The MultiDrizzle software (Koekemoer et al. 2002, HST Calibration Workshop, p. 337) has been incorporated into the HST Archive Pipeline. This means that when ACS associations are requested from the Archive, a new image product will be delivered ("*_drz.fits") which consists of a cosmic-ray cleaned, combined image using the "drizzle" software (Fruchter, A. S. & Hook, R. N., 2002, PASP 114, 144). This image product will be created for all ACS associations, which are defined as groups of exposures within a single visit, obtained using the recommended dither patterns or CR-SPLITs as specified in the Phase II observing instructions.

NGC4594
An example of the cleaned MultiDrizzle product from the ACS Archive Pipeline, for a dithered 4-exposure observation of the nearby galaxy NGC 4594. The top panels show the final full-frame drizzled and weight images (left and right, respectively). The bottom left panel shows a close-up of the output image from MultiDrizzle, while the bottom right panel shows the sum of all the accumulated cosmic rays originally present in the exposures.

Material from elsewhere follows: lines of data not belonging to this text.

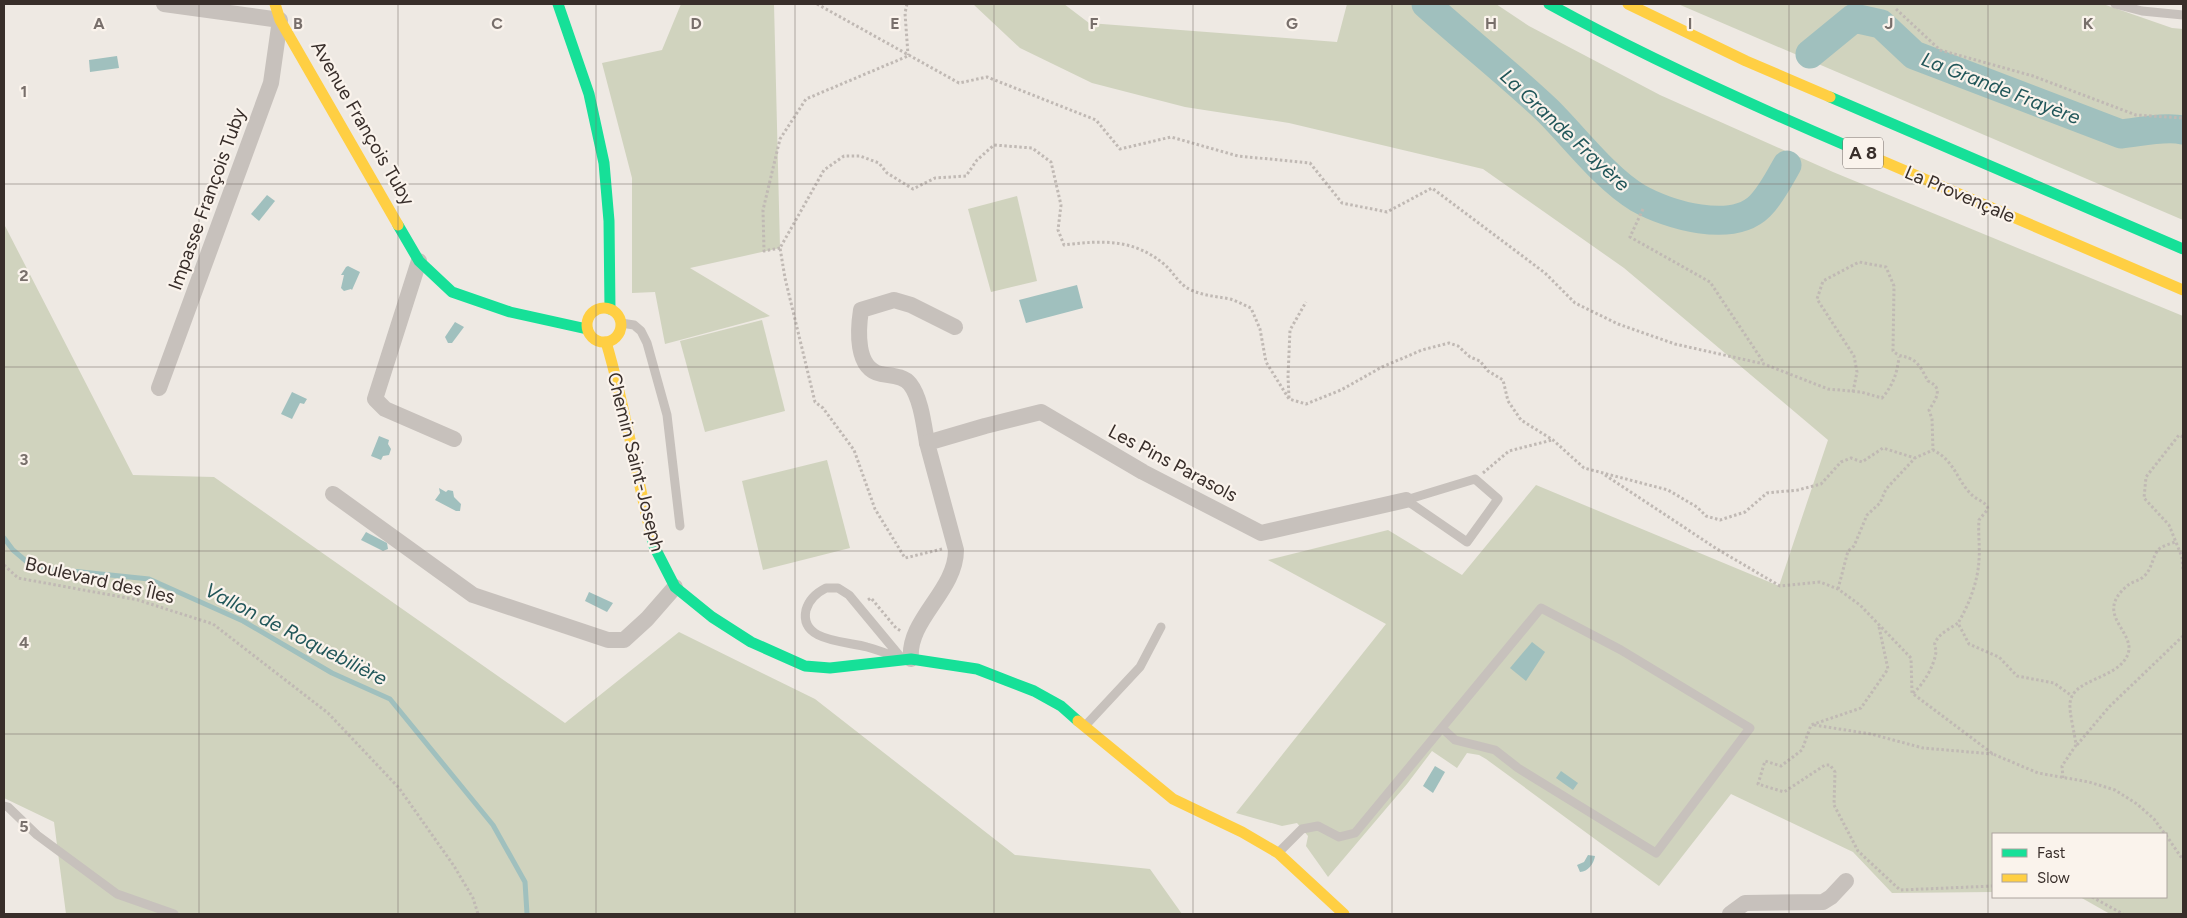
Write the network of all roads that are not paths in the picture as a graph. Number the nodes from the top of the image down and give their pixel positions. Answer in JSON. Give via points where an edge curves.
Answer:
{"nodes":[{"id":1,"x":164,"y":4,"type":"edge"},
{"id":2,"x":275,"y":4,"type":"edge"},
{"id":3,"x":548,"y":4,"type":"edge"},
{"id":4,"x":558,"y":4,"type":"edge"},
{"id":5,"x":1549,"y":4,"type":"edge"},
{"id":6,"x":1628,"y":4,"type":"edge"},
{"id":7,"x":2115,"y":4,"type":"edge"},
{"id":8,"x":2183,"y":15,"type":"edge"},
{"id":9,"x":280,"y":20,"type":"junction"},
{"id":10,"x":591,"y":99,"type":"junction"},
{"id":11,"x":2183,"y":249,"type":"edge"},
{"id":12,"x":419,"y":261,"type":"junction"},
{"id":13,"x":2183,"y":290,"type":"edge"},
{"id":14,"x":610,"y":309,"type":"junction"},
{"id":15,"x":620,"y":323,"type":"junction"},
{"id":16,"x":955,"y":328,"type":"dead end"},
{"id":17,"x":587,"y":329,"type":"junction"},
{"id":18,"x":606,"y":342,"type":"junction"},
{"id":19,"x":159,"y":388,"type":"dead end"},
{"id":20,"x":454,"y":438,"type":"dead end"},
{"id":21,"x":927,"y":443,"type":"junction"},
{"id":22,"x":334,"y":494,"type":"dead end"},
{"id":23,"x":1406,"y":500,"type":"junction"},
{"id":24,"x":680,"y":526,"type":"dead end"},
{"id":25,"x":675,"y":587,"type":"junction"},
{"id":26,"x":1161,"y":627,"type":"dead end"},
{"id":27,"x":907,"y":659,"type":"junction"},
{"id":28,"x":1085,"y":726,"type":"junction"},
{"id":29,"x":1442,"y":728,"type":"junction"},
{"id":30,"x":4,"y":806,"type":"edge"},
{"id":31,"x":1278,"y":853,"type":"junction"},
{"id":32,"x":1846,"y":880,"type":"dead end"},
{"id":33,"x":174,"y":914,"type":"edge"},
{"id":34,"x":1344,"y":914,"type":"edge"},
{"id":35,"x":1730,"y":914,"type":"edge"}],
"edges":[{"from":1,"to":9,"type":"street"},
{"from":2,"to":9,"type":"main road","name":"Avenue François Tuby"},
{"from":3,"to":10,"type":"lane","via":[[583,97]]},
{"from":4,"to":10,"type":"main road"},
{"from":5,"to":13,"type":"main road","name":"La Provençale","number":"A 8","via":[[1733,97]]},
{"from":6,"to":11,"type":"main road","name":"La Provençale","number":"A 8","via":[[1746,61]]},
{"from":7,"to":8,"type":"lane","via":[[2142,11]]},
{"from":9,"to":12,"type":"main road","name":"Avenue François Tuby"},
{"from":9,"to":19,"type":"street","name":"Impasse François Tuby","via":[[271,83]]},
{"from":10,"to":14,"type":"main road","via":[[607,187]]},
{"from":12,"to":17,"type":"main road","name":"Avenue François Tuby","via":[[452,292],[510,312]]},
{"from":12,"to":20,"type":"street","via":[[375,399],[385,409]]},
{"from":14,"to":15,"type":"main road","via":[[617,314]]},
{"from":14,"to":17,"type":"main road","via":[[599,308],[590,314]]},
{"from":15,"to":18,"type":"main road","via":[[615,337]]},
{"from":15,"to":24,"type":"lane","via":[[634,325],[647,343],[667,414]]},
{"from":16,"to":21,"type":"street","via":[[911,305],[894,300],[860,310],[858,330],[863,358],[878,374],[904,379],[911,385],[921,411]]},
{"from":17,"to":18,"type":"main road","via":[[592,337]]},
{"from":18,"to":25,"type":"main road","name":"Chemin Saint-Joseph","via":[[618,382],[654,546]]},
{"from":21,"to":23,"type":"street","name":"Les Pins Parasols","via":[[1041,412],[1143,472],[1261,532]]},
{"from":21,"to":27,"type":"street","via":[[955,545],[956,562],[912,641]]},
{"from":22,"to":25,"type":"street","via":[[473,595],[608,640],[624,640]]},
{"from":23,"to":23,"type":"lane","name":"Les Pins Parasols","via":[[1467,542],[1498,499],[1475,479]]},
{"from":25,"to":27,"type":"main road","name":"Chemin Saint-Joseph","via":[[712,617],[751,642],[805,666],[830,668]]},
{"from":26,"to":28,"type":"lane","via":[[1140,667]]},
{"from":27,"to":27,"type":"lane","via":[[821,637],[806,624],[809,601],[826,588],[838,588]]},
{"from":27,"to":28,"type":"main road","name":"Chemin Saint-Joseph","via":[[976,669],[1011,680],[1061,706]]},
{"from":28,"to":31,"type":"main road","name":"Chemin Saint-Joseph","via":[[1173,798]]},
{"from":29,"to":29,"type":"lane","via":[[1455,740],[1495,750],[1518,768],[1656,853],[1750,728],[1621,650],[1541,608]]},
{"from":29,"to":31,"type":"lane","via":[[1355,833],[1339,837],[1318,826],[1302,829]]},
{"from":30,"to":33,"type":"lane","via":[[37,835],[117,894]]},
{"from":31,"to":34,"type":"main road","name":"Chemin Saint-Joseph"},
{"from":32,"to":35,"type":"street","via":[[1823,902],[1745,903]]}]}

Chapter 4 of the ACS Data Handbook describes the use and importance of drizzling for ACS data sets. The pipeline previously constructed drz.fits image products using PyDrizzle. The advantages of MultiDrizzle over PyDrizzle are described in Section 4.5 of the ACS Data Handbook. Additional information can also be found on the MultiDrizzle Software Page:

http://drizzlepac.stsci.edu

The combined images produced by MultiDrizzle in the ACS pipeline have a pixel scale that depends on which camera (WFC, HRC or SBC) was used (0.05 arcsec/pixel for the WFC, 0.025 arcsec/pixel for the HRC and SBC). The orientation for all these images is in the default unrotated detector frame. The drizzled images contain three extensions: [sci] being the drizzled science image, [wht] being the weight image, and [ctx] being the context image, showing which exposures contributed to each output pixel. The background sky value is calculated by MultiDrizzle and stored in the image headers of each individual flatfielded file ("*_flt.fits"). The actual science pixel values in the flatfielded files are not modified by MultiDrizzle. However, pixels that have been identified as cosmic rays are flagged in the data quality array using the bit value 4096. The MultiDrizzle image product drz.fits is generally sky-subtracted, with the exception of narrow-band filters and UV filters that are expected to have a dark sky background.

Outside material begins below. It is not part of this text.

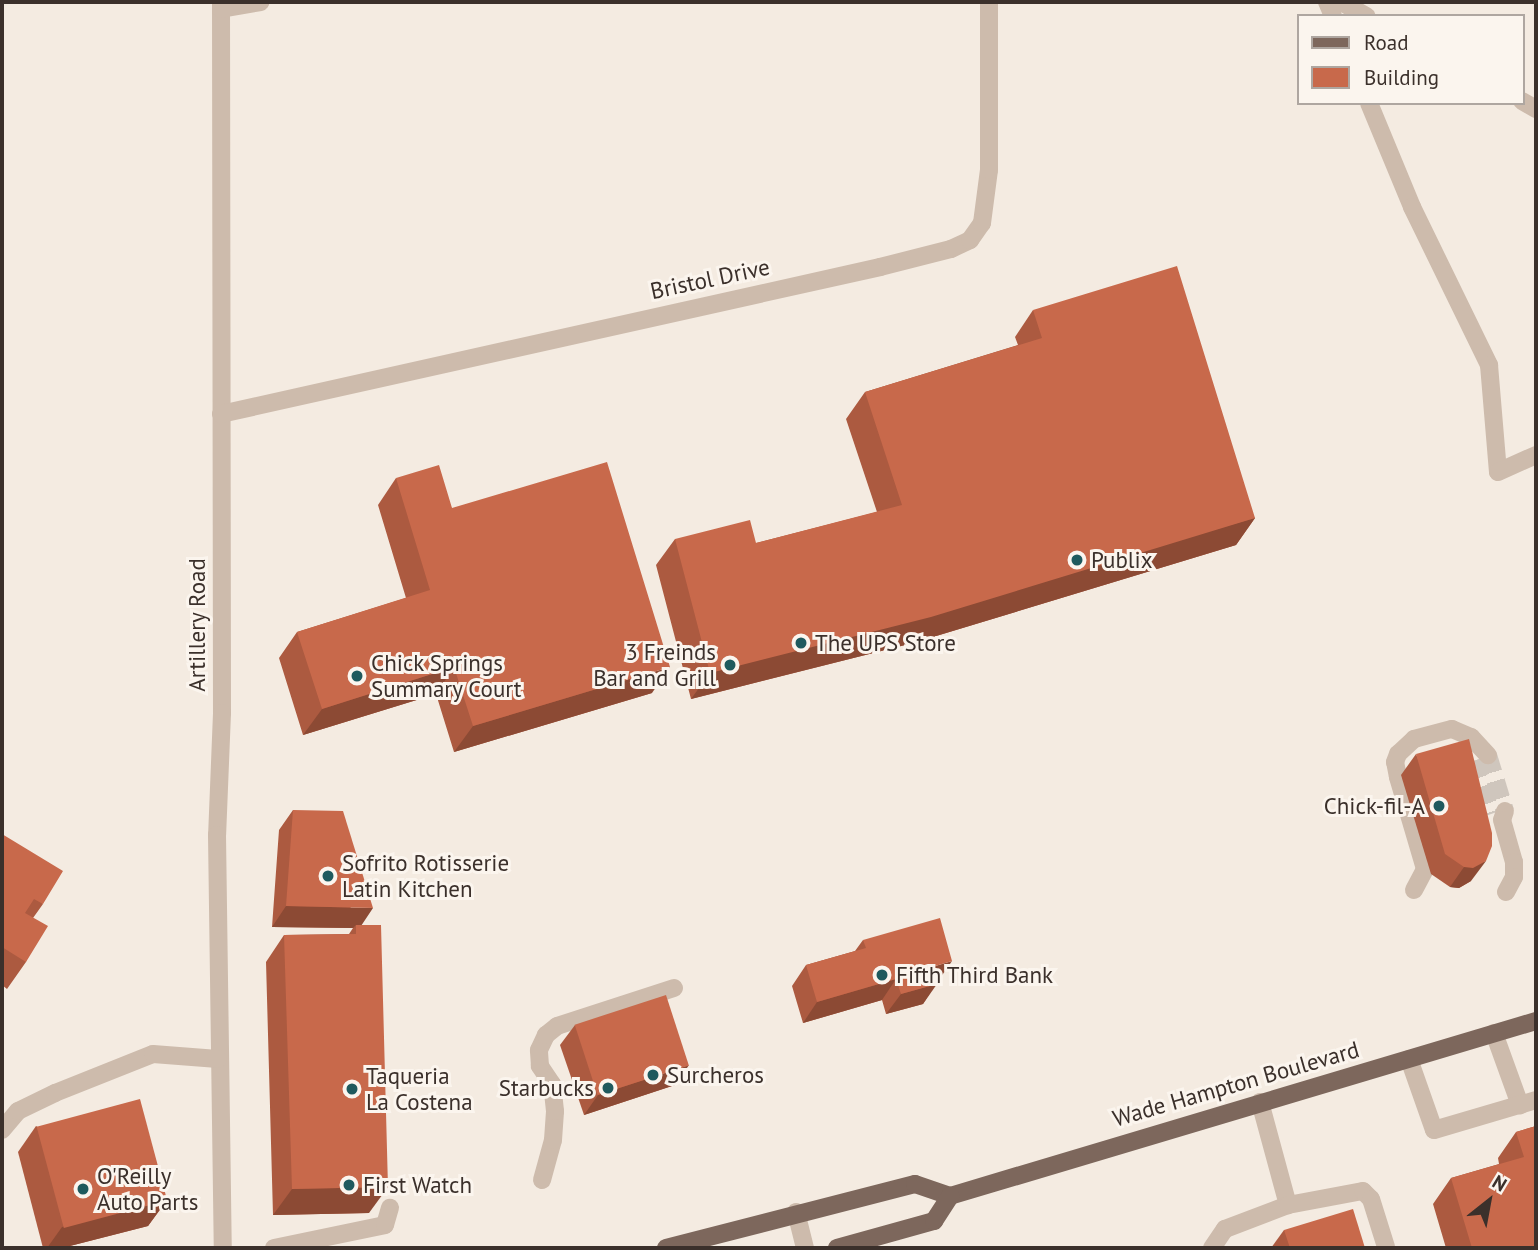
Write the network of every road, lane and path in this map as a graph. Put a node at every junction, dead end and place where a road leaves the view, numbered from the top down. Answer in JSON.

The MultiDrizzle pipeline products are intended to be scientifically useful in all cases where the standard recommendations on dithering have been followed (for example, obtaining at least four exposures of approximately equal length, and using a pre-defined dither pattern or CR-SPLIT as recommended). While the MultiDrizzle products are also created for datasets with one or two exposures, it should be noted that the high rate of incidence of cosmic rays will generally result in a number of pixels that are unrecoverable because they have cosmic rays in all exposures. It should also be noted that the final PSF is slightly broader, since an additional convolution is introduced in drizzling the input images onto the output plane. As described in Chapter 4 of the ACS Data Handbook, observers can run the MultiDrizzle software outside of the HST Archive to recalibrate the data if necessary.